Alhed Larsen had also had drawing lessons from her uncle Ludvig Brandstrup with whom she stayed in Copenhagen where she worked as a porcelain decorator at the Royal Copenhagen factory from 1890 to 1893. When she finally married Johannes Larsen in 1898, the couple moved to Kerteminde in north-east Funen where they soon built their new home, Møllebakken, on the outskirts of the town. The house was extended on several occasions, becoming one of the most beautiful artists' homes in the country. With its 16 bedrooms, it served as a central meeting place for the Funen Painters and their friends, in the caring hands of Alhed Larsen.

==Artwork==
Side-by-side with her role as a mother and hostess, Larsen still found time to paint. From 1900 to 1906, she exhibited five times at the Charlottenborg Spring Exhibition held at the Charlottenborg Palace. With her husband, she went on study tours to Paris (1904) and the United States where she spent six months with her family in 1904. When the Faaborg Museum was opened for the Funen Painters in 1910, Larsen and the other women received little attention being treated as amateur "flower painters" by members of the acquisitions committee. In 1912, the women put on their own exhibition at Den Frie Udstilling.

Larsen's subjects were principally flowers, interiors and window views. The colours are rather dark in her early work but she later depicted sunlight shining on her flower arrangements and window scenes.

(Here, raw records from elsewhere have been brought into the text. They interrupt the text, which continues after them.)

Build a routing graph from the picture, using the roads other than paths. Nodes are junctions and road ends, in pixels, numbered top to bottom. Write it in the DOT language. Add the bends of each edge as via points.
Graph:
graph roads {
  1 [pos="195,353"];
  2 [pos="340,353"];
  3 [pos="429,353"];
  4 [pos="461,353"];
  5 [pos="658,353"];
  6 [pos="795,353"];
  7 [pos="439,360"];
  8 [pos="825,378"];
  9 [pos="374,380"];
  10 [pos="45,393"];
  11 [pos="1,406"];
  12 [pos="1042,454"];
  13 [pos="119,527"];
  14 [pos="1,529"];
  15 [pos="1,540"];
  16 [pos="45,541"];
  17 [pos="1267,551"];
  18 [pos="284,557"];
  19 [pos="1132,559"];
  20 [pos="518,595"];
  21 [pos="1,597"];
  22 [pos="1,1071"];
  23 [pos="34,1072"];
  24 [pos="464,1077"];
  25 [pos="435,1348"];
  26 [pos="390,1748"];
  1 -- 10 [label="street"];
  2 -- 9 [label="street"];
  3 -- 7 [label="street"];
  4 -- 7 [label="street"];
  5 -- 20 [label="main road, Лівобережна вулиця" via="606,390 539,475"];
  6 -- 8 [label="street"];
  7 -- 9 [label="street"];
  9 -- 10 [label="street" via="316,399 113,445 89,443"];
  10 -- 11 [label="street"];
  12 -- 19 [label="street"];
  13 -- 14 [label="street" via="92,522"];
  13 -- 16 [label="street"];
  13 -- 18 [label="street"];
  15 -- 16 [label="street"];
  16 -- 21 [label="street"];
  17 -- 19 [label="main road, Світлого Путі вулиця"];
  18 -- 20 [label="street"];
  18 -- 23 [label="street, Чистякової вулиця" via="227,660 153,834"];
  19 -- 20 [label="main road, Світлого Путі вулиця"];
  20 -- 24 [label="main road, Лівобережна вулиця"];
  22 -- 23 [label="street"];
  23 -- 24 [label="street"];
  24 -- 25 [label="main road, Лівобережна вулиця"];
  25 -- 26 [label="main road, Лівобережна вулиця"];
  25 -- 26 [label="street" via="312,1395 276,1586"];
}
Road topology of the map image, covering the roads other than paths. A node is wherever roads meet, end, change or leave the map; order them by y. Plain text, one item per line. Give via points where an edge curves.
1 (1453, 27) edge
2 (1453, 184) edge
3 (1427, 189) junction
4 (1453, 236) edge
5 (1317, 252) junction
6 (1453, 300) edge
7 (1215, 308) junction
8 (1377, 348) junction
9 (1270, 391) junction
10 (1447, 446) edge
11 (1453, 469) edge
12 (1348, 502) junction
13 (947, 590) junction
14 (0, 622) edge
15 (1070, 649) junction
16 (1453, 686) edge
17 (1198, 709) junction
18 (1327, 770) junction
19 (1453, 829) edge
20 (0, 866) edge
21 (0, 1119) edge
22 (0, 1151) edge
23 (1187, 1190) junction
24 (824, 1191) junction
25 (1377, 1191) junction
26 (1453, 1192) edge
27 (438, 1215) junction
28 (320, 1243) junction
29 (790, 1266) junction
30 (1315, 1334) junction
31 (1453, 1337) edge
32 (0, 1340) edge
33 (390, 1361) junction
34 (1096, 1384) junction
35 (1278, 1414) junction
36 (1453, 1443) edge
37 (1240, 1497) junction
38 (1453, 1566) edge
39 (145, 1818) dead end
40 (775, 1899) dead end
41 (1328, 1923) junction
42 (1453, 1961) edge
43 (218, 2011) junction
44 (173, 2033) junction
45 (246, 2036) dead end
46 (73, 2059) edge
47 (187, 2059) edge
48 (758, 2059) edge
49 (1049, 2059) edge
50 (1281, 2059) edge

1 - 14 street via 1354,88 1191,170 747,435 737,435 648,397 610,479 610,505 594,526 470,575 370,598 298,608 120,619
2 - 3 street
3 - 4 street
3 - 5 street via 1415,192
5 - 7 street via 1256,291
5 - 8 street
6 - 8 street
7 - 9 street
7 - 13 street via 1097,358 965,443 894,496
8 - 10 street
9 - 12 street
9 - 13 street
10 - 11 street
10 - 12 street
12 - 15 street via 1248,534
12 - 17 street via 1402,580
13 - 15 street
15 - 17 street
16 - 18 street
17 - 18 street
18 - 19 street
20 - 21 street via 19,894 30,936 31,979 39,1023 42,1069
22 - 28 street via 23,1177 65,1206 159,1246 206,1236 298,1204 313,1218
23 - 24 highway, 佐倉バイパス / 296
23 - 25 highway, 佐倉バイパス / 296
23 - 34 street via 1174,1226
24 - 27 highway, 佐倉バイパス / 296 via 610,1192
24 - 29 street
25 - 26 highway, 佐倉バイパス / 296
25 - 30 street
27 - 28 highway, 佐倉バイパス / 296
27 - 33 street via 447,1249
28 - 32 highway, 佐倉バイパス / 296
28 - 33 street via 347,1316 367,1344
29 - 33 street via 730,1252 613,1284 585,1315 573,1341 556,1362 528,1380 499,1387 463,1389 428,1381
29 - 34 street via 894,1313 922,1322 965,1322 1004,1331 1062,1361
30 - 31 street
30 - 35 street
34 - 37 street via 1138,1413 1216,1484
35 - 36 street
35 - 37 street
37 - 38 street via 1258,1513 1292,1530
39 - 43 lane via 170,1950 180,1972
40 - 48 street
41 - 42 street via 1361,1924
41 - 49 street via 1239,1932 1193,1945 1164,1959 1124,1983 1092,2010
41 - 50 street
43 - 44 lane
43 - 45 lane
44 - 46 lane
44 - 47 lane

In 1917, she and her husband each had their own studios at Møllebakken next to the winter garden where she was able to develop her painting with more intense colour, sometimes in pastel. In the 1920s, her health deteriorated but she continued to paint, ever more impressionistically, until her death in 1927. After her death, her husband ensured that her work was properly represented in the newly founded Kerteminde Museum.